Category: Fruto del Espíritu

EL TRUCO DE COMER POR LOS OÍDOS

Digo el truco en el sentido de algo que se hace fuera de lo común, que parece que son secretos, pero no, son pasos que se dominan tan bien dominados (valga la redundancia) que salen bien una y otra vez.  En este caso, ¿cómo es el truco de comer por los oídos?  ¿Será que pones comida en los oídos y te la vas introduciendo poco a poco empujándola con un hisopo?  No, no es eso.  A lo que me refiero es una comida que produce fe en los que se la comen.  Fe, una palabra tan pequeña, pero qué poderosa.  Para quien tenga fe, todo es posible.  Poderosa, ¿verdad?

El truco tiene tres pasos en total.  En la Biblia, específicamente, en el libro de Romanos capítulo 10 versículo 17 (Ro.10:17) dice: “Así que la fe es por el oír, y el oír, por la palabra de Dios.”  Y aquí están los tres pasos, si es que los deseas:

1. El fruto.
El resultado es la fe.  Eso es lo que queremos.  Es el paso final, aunque se menciona como el primer paso.  Los pasos que siguen nos dicen cómo es que llegamos a ver la fe, y de ahí, lo que sigue es la realidad de las cosas que creamos.

2. La dinámica.
Este versículo se lee mal en la iglesias, yo diría que todas las iglesias, aún la mía, pero con frecuencia les digo como es que se lee.  Noten que, por lo menos en la traducción Reina-Valera 1960, hay dos comas, y aún sin comas, dos veces aparece la frase “el oír”.  Esto significa que no es “oír” nada más, es “el oír, y el oír” lo que produce la fe.

3. El agente.
La Palabra de Dios es el agente catalizador de la fe.  La Biblia está llena, está cargada de fe.  Ese es el cargamento de la Biblia.  Un arma, si no está cargada con las balas, no tiene poder.  La carga de la Biblia es la fe.  Sin la Palabra no hay fe.

Ahora veamos los tres pasos de atrás para adelante, es parte del truco.

Tienes que leer la Palabra para conocerla, tienes que prestar atención cuando la predican para conocerla, pero de ahí tienes que, no oírla, sino “oírla y oírla”.  Oírla no es suficiente, sino “oírla y oírla”, y para eso hay que confesarla, y confesarla.  Y cuando lo hagas “la oyes y la oyes”.  Y cuando la oigas y la oigas, esa dinámica entonces activa la carga de la Palabra en tu corazón, ahí es donde surge la fe, y cuando llegas a tener fe, para el que cree todo es posible.

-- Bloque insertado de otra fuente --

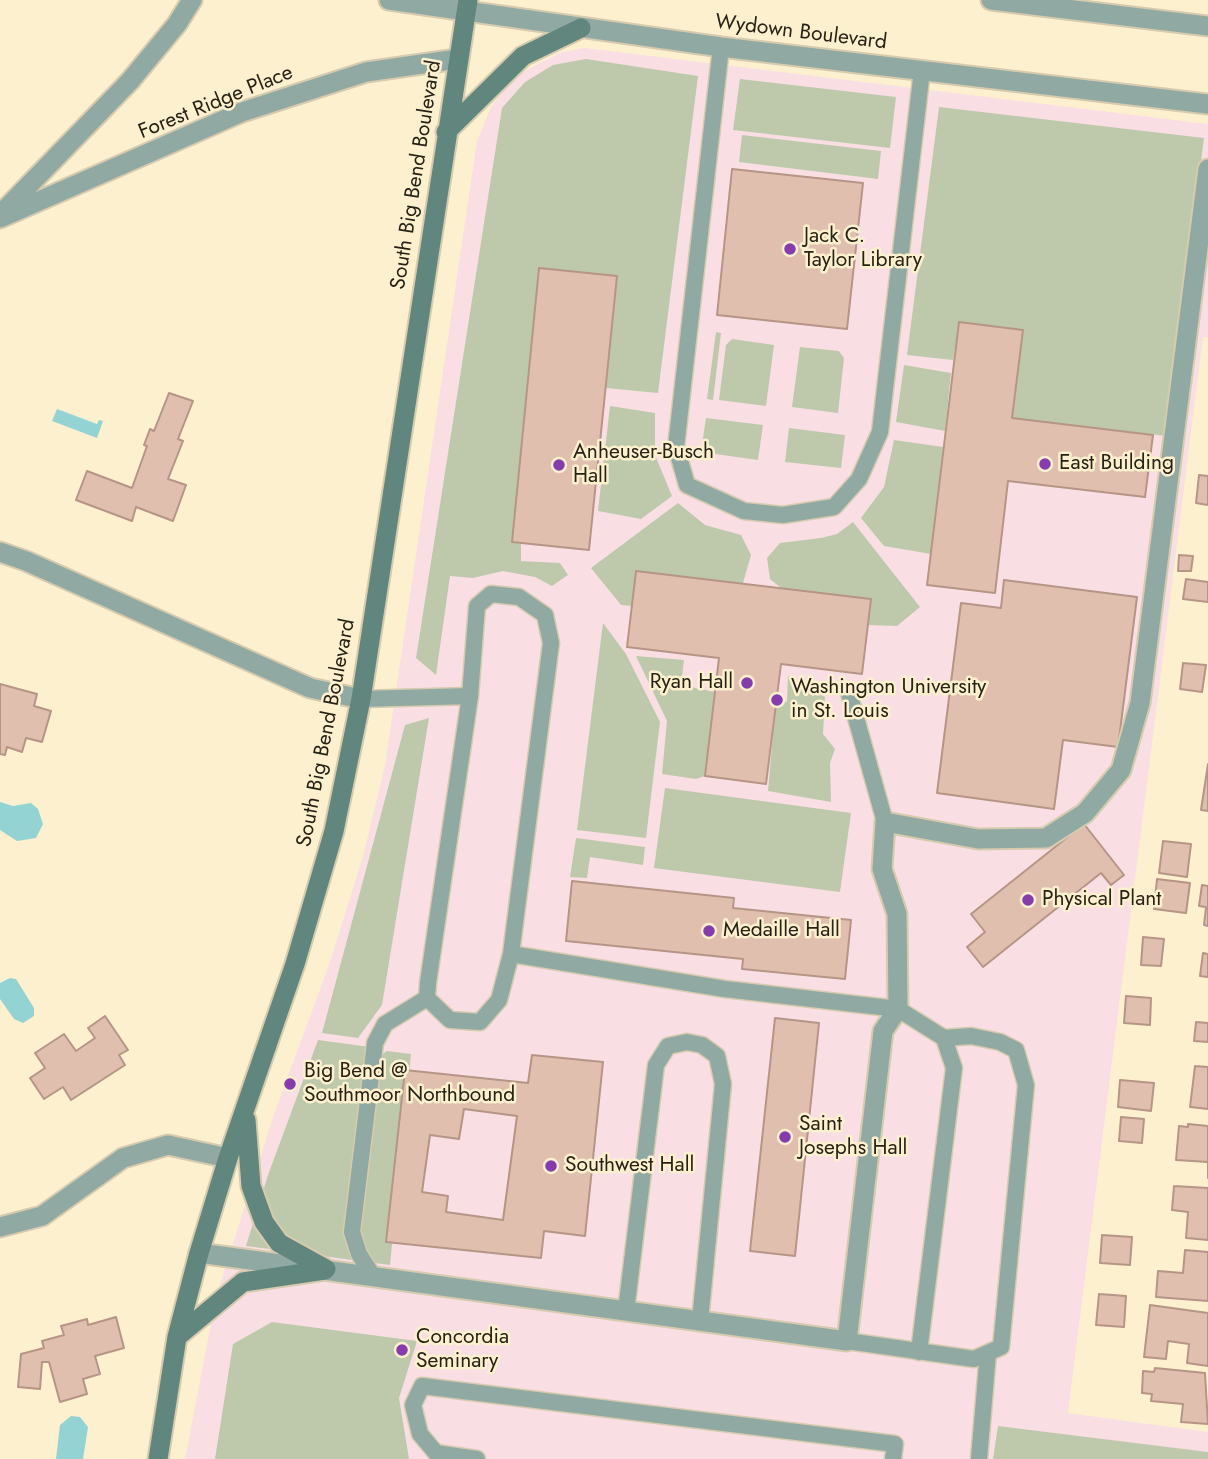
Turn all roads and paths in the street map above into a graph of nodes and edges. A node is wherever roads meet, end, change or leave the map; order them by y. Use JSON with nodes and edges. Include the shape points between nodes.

Si por ejemplo, estás enfermo, pero lees la Palabra de Dios en Is.53:4,5 que dice:  “Ciertamente llevó él nuestras enfermedades, y sufrió nuestros dolores;​​ y nosotros le tuvimos por azotado, por herido de Dios y abatido.​  ​Mas él herido fue por nuestras rebeliones, molido por nuestros pecados; el castigo de nuestra paz fue sobre él, y por su llaga fuimos nosotros curados”.  Y luego la dices una y otra vez para oírla y oírla, esa dinámica de “comer con los oídos” la Palabra que es comparada al “pan que sale de la boca de Dios”, eso alimentará la fe, y para el que cree todo es posible.  Yo me quiero alimentar de la Palabra para que surja la fe.  El truco es practicar los tres pasos estudiados.